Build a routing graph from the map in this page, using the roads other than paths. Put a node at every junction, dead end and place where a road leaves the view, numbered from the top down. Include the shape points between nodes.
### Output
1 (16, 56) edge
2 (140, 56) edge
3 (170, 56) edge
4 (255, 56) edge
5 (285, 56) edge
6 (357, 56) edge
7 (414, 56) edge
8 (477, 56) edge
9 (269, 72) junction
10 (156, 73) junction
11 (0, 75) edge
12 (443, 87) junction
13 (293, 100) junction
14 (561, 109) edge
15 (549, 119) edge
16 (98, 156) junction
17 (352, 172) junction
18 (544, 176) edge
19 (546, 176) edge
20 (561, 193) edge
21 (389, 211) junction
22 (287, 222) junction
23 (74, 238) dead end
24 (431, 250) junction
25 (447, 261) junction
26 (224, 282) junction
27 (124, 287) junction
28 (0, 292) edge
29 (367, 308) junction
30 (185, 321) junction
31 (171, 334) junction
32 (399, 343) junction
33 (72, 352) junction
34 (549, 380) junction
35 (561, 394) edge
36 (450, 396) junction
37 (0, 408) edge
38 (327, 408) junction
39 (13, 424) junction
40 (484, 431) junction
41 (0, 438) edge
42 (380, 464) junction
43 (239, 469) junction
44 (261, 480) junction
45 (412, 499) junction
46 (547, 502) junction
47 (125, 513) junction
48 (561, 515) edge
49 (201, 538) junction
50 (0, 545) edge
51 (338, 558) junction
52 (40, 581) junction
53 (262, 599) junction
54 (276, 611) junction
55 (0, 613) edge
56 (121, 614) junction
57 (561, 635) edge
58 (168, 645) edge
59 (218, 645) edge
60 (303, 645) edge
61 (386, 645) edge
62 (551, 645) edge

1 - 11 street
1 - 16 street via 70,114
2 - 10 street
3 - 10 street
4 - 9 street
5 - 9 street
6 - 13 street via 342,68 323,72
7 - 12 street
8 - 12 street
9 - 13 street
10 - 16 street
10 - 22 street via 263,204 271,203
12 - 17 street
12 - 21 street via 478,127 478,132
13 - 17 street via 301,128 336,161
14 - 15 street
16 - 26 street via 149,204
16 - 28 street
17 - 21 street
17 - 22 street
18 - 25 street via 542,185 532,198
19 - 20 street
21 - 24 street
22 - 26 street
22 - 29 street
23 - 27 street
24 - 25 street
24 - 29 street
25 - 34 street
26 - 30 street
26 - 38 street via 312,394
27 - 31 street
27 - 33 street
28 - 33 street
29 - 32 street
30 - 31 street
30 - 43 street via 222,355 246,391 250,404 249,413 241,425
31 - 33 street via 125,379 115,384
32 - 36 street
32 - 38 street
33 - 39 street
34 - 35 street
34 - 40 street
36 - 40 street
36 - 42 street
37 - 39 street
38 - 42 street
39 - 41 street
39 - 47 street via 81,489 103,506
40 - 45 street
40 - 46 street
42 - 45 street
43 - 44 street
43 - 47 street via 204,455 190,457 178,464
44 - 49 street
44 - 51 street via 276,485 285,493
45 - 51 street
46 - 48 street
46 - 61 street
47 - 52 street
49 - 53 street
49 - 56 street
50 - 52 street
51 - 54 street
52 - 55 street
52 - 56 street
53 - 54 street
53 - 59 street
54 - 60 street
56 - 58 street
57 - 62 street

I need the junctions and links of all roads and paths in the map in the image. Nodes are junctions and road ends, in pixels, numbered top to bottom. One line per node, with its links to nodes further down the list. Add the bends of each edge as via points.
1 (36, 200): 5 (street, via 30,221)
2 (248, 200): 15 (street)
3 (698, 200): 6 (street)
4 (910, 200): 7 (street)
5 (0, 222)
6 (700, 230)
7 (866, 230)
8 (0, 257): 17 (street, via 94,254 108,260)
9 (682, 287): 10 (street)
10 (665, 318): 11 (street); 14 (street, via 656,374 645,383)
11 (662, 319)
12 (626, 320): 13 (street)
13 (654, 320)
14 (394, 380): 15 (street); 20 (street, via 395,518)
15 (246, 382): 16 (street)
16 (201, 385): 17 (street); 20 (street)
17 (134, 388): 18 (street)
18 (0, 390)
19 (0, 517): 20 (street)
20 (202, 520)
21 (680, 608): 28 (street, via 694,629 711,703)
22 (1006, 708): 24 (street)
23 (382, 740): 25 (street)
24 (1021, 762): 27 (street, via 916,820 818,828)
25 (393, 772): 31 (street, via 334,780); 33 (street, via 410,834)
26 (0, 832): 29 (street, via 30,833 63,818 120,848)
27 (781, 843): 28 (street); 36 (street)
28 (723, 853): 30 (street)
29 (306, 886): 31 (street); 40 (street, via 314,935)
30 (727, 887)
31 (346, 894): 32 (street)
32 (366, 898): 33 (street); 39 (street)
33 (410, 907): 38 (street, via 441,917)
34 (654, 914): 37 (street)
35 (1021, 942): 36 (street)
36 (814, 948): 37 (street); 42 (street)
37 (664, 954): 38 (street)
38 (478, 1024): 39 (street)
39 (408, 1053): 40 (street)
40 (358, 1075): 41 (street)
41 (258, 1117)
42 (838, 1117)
____________________
Work order: List every line above that contains the word "dead".

Solution for this exercise:
Build a routing graph from the map in this page, using the roads other than paths. Put a node at every junction, dead end and place where a road leaves the view, numbered from the top down. Include the shape points between nodes.
23 (74, 238) dead end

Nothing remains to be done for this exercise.